• Saved data entries

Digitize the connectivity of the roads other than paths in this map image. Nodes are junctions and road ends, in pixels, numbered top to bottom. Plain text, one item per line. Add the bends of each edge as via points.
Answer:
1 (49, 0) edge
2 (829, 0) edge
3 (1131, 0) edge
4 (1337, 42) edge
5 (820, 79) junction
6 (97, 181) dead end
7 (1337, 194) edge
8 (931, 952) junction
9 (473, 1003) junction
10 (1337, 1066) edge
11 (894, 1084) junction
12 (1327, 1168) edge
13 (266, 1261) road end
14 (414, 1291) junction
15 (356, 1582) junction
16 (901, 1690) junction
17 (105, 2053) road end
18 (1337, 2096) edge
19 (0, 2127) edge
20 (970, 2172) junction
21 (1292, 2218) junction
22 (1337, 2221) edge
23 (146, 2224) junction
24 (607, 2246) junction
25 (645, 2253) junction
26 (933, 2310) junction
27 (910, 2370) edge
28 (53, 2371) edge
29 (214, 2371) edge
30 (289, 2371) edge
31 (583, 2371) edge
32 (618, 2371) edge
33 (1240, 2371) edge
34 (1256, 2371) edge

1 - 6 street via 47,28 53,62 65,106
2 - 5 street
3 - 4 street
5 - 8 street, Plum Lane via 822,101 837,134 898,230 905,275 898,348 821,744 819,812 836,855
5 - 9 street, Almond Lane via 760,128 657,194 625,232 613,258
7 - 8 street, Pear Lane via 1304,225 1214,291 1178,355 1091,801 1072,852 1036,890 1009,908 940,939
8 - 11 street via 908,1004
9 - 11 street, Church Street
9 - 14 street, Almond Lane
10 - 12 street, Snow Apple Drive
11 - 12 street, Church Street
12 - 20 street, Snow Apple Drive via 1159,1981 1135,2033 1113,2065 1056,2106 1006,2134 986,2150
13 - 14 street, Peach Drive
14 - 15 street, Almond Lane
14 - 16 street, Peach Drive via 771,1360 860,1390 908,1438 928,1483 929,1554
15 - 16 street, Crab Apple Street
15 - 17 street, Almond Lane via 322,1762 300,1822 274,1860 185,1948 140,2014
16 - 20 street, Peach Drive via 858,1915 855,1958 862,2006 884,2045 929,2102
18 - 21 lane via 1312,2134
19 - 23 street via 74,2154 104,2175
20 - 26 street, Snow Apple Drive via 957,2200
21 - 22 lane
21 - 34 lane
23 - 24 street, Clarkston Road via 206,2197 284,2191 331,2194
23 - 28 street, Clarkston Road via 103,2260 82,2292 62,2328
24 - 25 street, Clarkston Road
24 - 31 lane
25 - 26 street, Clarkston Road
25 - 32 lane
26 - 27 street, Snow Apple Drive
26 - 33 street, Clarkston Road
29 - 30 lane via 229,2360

• What this task involves
Each record is to be retyped exactly as it appears.

• Solution to the problem
Digitize the connectivity of the roads other than paths in this map image. Nodes are junctions and road ends, in pixels, numbered top to bottom. Plain text, one item per line. Add the bends of each edge as via points.
Answer:
1 (49, 0) edge
2 (829, 0) edge
3 (1131, 0) edge
4 (1337, 42) edge
5 (820, 79) junction
6 (97, 181) dead end
7 (1337, 194) edge
8 (931, 952) junction
9 (473, 1003) junction
10 (1337, 1066) edge
11 (894, 1084) junction
12 (1327, 1168) edge
13 (266, 1261) road end
14 (414, 1291) junction
15 (356, 1582) junction
16 (901, 1690) junction
17 (105, 2053) road end
18 (1337, 2096) edge
19 (0, 2127) edge
20 (970, 2172) junction
21 (1292, 2218) junction
22 (1337, 2221) edge
23 (146, 2224) junction
24 (607, 2246) junction
25 (645, 2253) junction
26 (933, 2310) junction
27 (910, 2370) edge
28 (53, 2371) edge
29 (214, 2371) edge
30 (289, 2371) edge
31 (583, 2371) edge
32 (618, 2371) edge
33 (1240, 2371) edge
34 (1256, 2371) edge

1 - 6 street via 47,28 53,62 65,106
2 - 5 street
3 - 4 street
5 - 8 street, Plum Lane via 822,101 837,134 898,230 905,275 898,348 821,744 819,812 836,855
5 - 9 street, Almond Lane via 760,128 657,194 625,232 613,258
7 - 8 street, Pear Lane via 1304,225 1214,291 1178,355 1091,801 1072,852 1036,890 1009,908 940,939
8 - 11 street via 908,1004
9 - 11 street, Church Street
9 - 14 street, Almond Lane
10 - 12 street, Snow Apple Drive
11 - 12 street, Church Street
12 - 20 street, Snow Apple Drive via 1159,1981 1135,2033 1113,2065 1056,2106 1006,2134 986,2150
13 - 14 street, Peach Drive
14 - 15 street, Almond Lane
14 - 16 street, Peach Drive via 771,1360 860,1390 908,1438 928,1483 929,1554
15 - 16 street, Crab Apple Street
15 - 17 street, Almond Lane via 322,1762 300,1822 274,1860 185,1948 140,2014
16 - 20 street, Peach Drive via 858,1915 855,1958 862,2006 884,2045 929,2102
18 - 21 lane via 1312,2134
19 - 23 street via 74,2154 104,2175
20 - 26 street, Snow Apple Drive via 957,2200
21 - 22 lane
21 - 34 lane
23 - 24 street, Clarkston Road via 206,2197 284,2191 331,2194
23 - 28 street, Clarkston Road via 103,2260 82,2292 62,2328
24 - 25 street, Clarkston Road
24 - 31 lane
25 - 26 street, Clarkston Road
25 - 32 lane
26 - 27 street, Snow Apple Drive
26 - 33 street, Clarkston Road
29 - 30 lane via 229,2360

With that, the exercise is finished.